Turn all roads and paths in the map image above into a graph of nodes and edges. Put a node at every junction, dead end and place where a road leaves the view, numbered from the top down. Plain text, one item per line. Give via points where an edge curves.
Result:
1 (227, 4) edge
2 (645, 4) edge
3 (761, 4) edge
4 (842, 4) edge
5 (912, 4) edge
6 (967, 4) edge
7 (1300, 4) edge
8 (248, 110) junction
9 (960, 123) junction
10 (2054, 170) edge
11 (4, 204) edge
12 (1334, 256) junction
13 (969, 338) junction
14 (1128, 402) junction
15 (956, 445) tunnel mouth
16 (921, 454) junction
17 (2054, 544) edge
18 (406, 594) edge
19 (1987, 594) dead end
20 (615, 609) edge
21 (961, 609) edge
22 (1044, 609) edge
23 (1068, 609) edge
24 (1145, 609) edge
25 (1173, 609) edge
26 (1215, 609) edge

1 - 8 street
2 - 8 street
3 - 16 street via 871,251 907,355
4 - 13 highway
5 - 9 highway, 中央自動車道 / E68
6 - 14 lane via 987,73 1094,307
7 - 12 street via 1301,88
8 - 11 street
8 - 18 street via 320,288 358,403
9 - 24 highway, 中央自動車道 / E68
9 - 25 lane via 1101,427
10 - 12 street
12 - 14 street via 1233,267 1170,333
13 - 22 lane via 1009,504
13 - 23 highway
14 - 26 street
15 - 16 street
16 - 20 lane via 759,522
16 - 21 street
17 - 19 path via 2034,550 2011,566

==

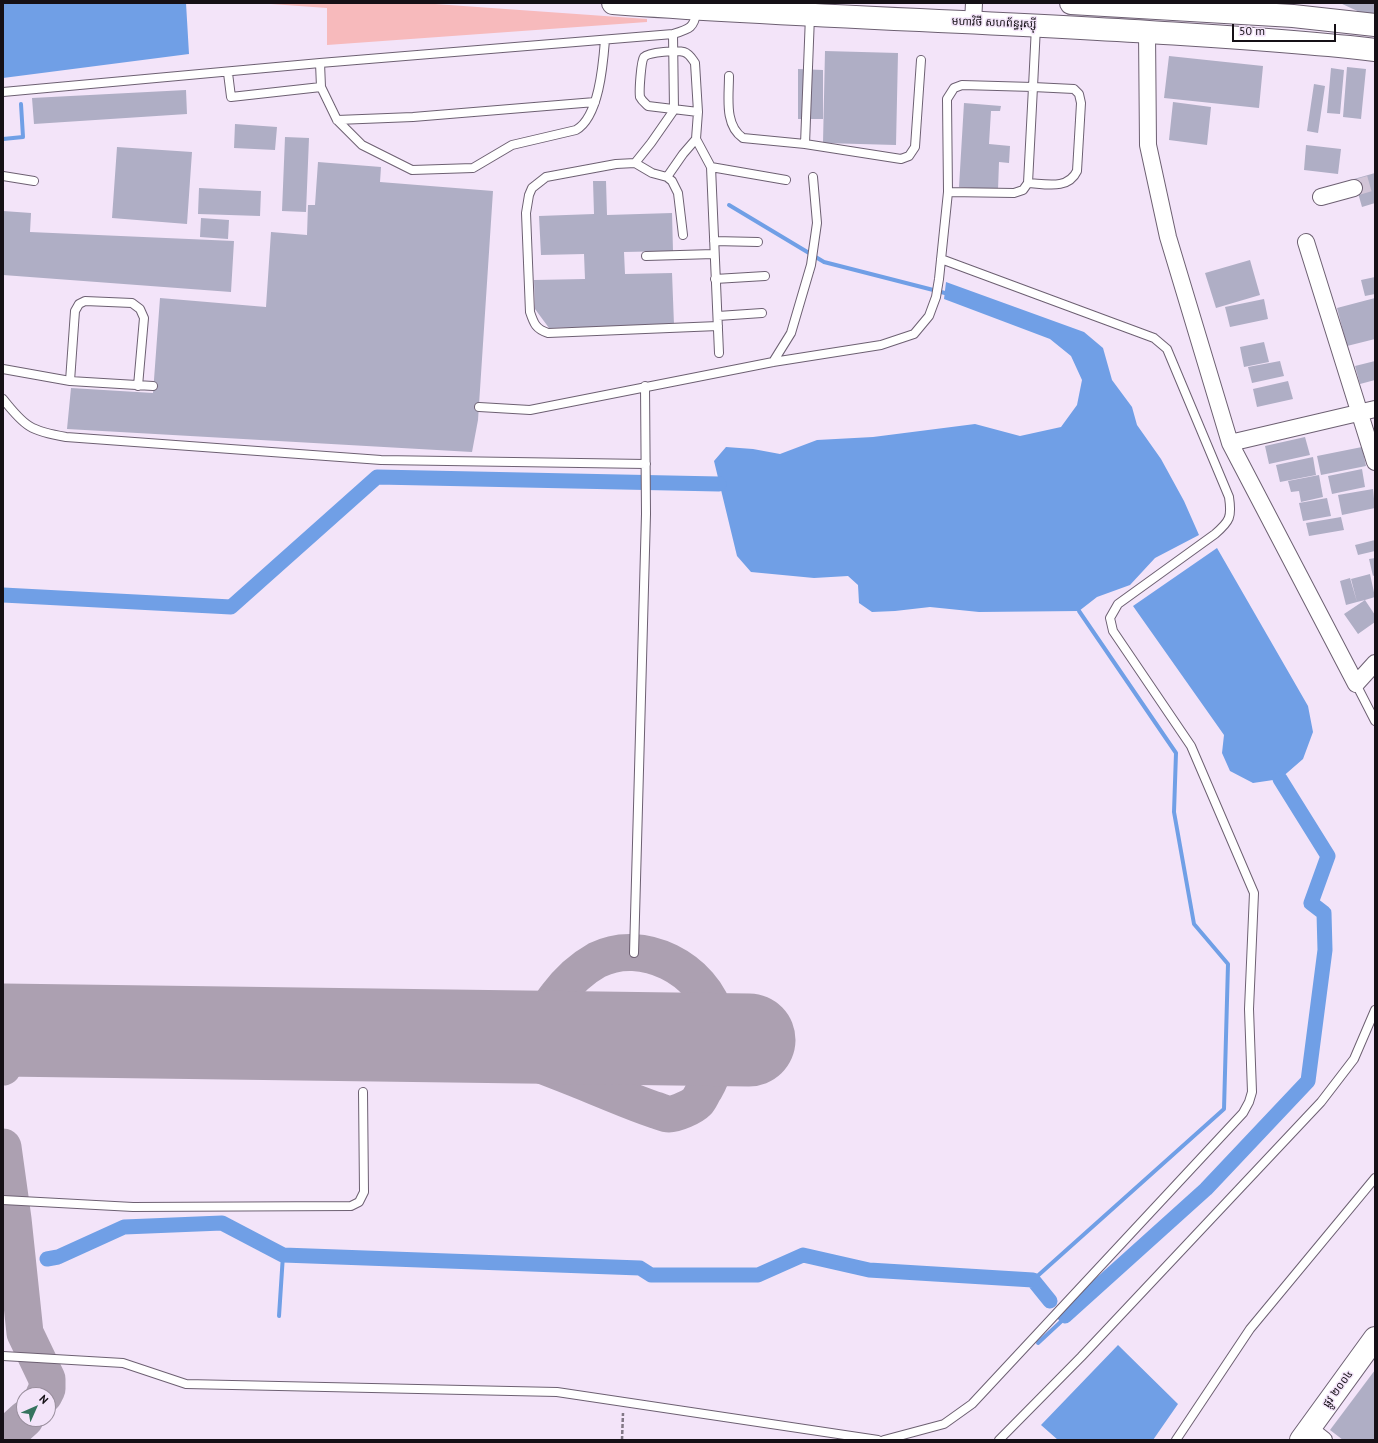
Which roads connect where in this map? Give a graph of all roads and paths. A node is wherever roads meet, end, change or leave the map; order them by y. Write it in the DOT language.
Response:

--

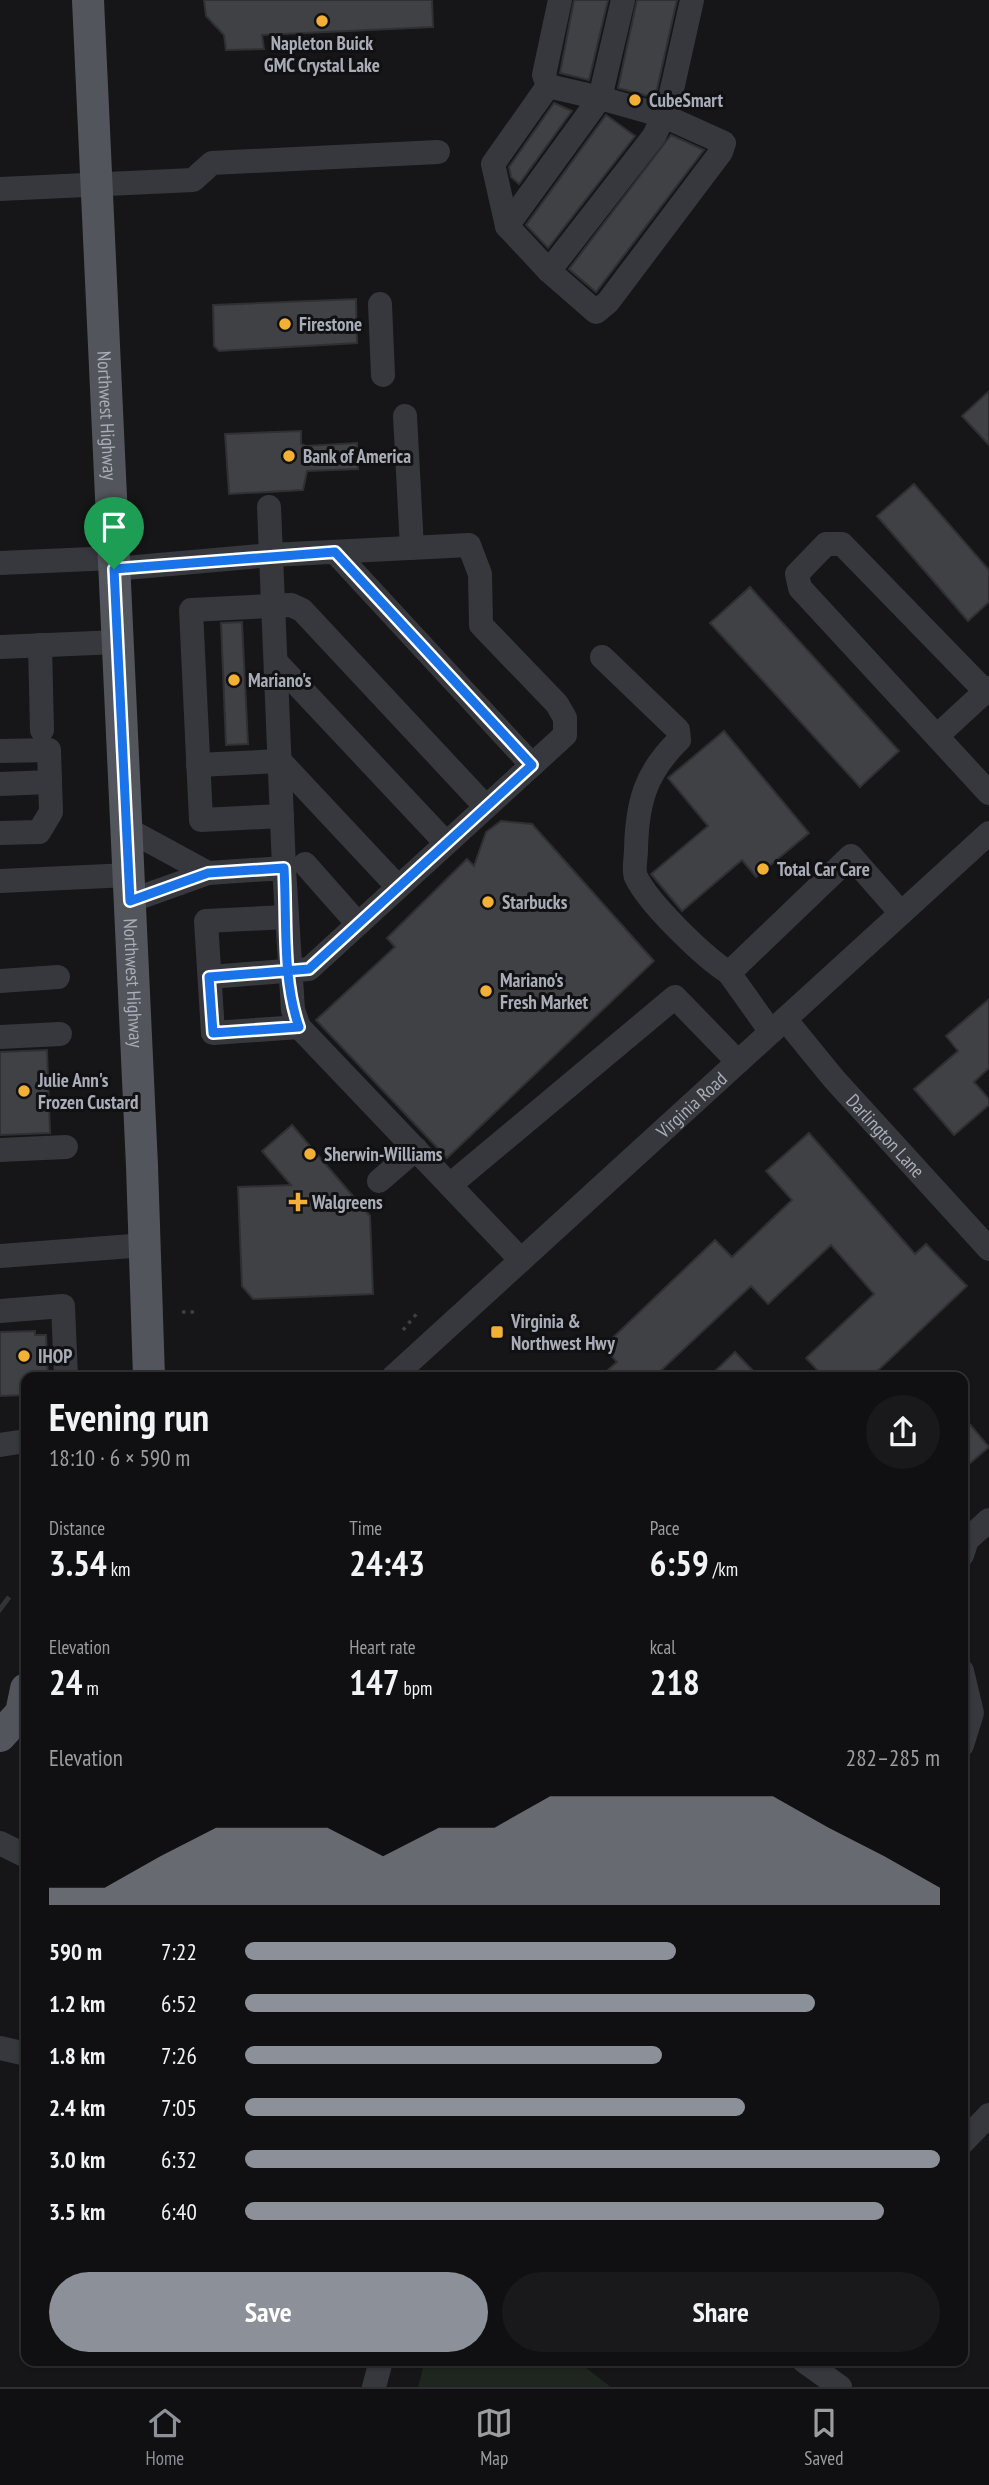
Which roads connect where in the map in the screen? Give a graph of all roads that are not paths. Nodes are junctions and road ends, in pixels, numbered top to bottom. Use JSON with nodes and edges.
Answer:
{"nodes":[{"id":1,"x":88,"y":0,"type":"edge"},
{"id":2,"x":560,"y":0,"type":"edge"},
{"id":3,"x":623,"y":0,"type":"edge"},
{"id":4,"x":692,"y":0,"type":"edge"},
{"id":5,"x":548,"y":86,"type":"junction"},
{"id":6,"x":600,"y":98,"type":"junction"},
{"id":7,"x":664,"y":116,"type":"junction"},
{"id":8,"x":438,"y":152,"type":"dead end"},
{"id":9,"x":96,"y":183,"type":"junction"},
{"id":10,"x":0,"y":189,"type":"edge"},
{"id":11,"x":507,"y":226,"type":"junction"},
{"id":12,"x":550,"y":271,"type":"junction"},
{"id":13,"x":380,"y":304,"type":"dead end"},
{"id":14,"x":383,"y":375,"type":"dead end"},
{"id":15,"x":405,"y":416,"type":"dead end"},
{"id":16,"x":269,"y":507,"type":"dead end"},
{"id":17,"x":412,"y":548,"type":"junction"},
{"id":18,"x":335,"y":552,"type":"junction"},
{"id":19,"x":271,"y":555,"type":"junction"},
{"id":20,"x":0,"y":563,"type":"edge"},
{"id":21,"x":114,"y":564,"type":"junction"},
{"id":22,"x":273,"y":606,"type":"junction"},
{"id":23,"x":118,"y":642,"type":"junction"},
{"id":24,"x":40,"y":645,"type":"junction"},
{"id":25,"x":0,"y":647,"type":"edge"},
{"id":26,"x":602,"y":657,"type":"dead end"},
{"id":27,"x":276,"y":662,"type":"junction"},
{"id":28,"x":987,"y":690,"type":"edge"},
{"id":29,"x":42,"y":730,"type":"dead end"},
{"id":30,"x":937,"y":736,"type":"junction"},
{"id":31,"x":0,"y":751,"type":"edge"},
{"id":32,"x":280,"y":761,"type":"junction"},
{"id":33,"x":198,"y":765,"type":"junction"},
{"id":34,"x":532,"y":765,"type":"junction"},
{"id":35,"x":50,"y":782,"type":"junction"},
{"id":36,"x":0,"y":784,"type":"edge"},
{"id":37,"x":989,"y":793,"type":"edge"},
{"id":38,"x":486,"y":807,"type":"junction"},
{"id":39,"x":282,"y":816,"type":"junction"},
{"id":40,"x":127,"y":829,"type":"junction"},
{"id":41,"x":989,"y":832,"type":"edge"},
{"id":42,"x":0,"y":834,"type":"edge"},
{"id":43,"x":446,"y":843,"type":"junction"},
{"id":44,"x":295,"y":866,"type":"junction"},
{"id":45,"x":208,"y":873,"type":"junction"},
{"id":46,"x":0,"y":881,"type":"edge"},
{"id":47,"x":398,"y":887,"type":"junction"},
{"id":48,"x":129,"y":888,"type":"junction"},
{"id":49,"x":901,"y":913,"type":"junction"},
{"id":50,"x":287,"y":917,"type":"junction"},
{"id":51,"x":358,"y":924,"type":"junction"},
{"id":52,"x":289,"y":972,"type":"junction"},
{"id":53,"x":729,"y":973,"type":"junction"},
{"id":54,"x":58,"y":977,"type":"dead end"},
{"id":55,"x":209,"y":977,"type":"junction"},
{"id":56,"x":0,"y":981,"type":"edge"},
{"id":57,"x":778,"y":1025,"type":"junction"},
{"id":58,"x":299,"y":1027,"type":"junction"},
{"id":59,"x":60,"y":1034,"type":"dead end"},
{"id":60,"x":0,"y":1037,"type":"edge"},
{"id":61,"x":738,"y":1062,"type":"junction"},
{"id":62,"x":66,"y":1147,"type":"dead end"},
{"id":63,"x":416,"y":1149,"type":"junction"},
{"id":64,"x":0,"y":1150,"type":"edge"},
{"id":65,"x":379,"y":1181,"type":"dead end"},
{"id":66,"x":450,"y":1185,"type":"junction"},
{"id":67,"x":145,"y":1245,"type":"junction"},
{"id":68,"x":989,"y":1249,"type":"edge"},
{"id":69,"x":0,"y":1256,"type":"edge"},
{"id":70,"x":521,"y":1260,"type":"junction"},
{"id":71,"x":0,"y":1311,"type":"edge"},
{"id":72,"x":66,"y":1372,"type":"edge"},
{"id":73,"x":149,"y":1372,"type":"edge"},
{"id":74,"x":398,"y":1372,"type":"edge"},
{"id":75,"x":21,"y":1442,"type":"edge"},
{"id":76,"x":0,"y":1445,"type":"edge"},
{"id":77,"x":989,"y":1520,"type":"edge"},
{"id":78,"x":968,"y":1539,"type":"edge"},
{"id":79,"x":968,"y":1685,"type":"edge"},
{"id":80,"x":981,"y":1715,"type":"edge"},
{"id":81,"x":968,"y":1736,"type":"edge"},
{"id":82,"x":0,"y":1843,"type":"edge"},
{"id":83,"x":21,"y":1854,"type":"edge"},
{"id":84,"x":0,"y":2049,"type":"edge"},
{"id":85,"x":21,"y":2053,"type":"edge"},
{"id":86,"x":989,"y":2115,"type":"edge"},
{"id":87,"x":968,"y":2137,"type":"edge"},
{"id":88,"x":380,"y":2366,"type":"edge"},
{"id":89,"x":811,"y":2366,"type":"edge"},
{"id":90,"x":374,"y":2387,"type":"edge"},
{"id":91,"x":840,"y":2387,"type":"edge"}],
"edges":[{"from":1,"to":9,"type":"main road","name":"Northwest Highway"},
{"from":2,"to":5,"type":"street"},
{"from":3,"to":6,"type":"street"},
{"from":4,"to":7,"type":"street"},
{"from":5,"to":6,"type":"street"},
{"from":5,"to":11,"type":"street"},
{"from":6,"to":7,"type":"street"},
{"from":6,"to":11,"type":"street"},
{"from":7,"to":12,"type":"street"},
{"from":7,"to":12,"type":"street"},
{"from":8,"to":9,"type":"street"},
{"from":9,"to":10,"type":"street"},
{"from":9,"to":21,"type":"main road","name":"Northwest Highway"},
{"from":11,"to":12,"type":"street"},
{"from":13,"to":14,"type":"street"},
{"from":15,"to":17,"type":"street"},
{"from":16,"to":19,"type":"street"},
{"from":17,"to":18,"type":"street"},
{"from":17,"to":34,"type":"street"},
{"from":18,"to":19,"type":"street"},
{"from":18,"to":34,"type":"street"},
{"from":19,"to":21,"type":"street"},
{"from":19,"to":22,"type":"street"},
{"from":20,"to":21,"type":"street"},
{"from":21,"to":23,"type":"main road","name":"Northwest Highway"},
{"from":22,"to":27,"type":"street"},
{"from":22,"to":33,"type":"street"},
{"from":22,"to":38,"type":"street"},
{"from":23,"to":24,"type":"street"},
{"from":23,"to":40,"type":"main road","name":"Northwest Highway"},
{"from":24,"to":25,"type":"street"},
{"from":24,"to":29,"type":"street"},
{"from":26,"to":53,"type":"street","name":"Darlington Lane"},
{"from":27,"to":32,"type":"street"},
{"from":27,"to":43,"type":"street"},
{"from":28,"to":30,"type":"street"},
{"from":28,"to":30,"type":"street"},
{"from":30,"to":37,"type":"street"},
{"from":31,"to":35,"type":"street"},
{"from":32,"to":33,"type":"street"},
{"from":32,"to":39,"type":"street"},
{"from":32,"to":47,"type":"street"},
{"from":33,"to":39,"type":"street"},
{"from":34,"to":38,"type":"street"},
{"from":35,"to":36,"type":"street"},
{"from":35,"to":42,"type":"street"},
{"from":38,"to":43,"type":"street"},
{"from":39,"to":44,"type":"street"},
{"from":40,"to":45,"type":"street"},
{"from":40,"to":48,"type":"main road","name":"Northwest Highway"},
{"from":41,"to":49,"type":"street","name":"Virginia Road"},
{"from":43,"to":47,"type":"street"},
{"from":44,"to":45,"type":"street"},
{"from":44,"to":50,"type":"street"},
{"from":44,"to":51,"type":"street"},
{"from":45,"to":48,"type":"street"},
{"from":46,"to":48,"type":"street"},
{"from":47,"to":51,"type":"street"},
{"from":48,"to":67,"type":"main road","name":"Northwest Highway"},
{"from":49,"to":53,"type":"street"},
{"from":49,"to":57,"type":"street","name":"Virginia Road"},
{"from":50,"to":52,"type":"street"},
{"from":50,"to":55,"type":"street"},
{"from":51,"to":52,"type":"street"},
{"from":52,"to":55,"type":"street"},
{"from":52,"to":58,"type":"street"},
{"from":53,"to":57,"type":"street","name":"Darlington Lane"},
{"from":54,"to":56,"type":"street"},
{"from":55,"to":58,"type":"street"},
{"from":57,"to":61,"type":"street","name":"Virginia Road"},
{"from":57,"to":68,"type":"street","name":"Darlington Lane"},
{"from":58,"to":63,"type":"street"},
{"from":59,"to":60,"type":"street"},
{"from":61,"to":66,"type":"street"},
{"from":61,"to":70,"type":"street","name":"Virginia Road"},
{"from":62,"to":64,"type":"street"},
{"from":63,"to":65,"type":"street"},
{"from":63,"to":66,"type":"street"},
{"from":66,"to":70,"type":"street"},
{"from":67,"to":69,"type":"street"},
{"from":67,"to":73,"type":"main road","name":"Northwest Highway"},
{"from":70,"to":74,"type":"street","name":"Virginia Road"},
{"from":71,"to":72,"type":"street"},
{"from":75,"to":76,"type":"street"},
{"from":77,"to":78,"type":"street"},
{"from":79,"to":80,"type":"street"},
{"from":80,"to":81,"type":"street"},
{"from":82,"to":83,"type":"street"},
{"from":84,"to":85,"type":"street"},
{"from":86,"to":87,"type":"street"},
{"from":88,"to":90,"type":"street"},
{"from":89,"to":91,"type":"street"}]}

* WHAT TO PRODUCE *
Which lines in the material above include the string "where"? Pull them out.

* THE ANSWER *
Turn all roads and paths in the map image above into a graph of nodes and edges. Put a node at every junction, dead end and place where a road leaves the view, numbered from the top down. Plain text, one item per line. Give via points where an edge curves.
Which roads connect where in this map? Give a graph of all roads and paths. A node is wherever roads meet, end, change or leave the map; order them by y. Write it in the DOT language.
Which roads connect where in the map in the screen? Give a graph of all roads that are not paths. Nodes are junctions and road ends, in pixels, numbered top to bottom. Use JSON with nodes and edges.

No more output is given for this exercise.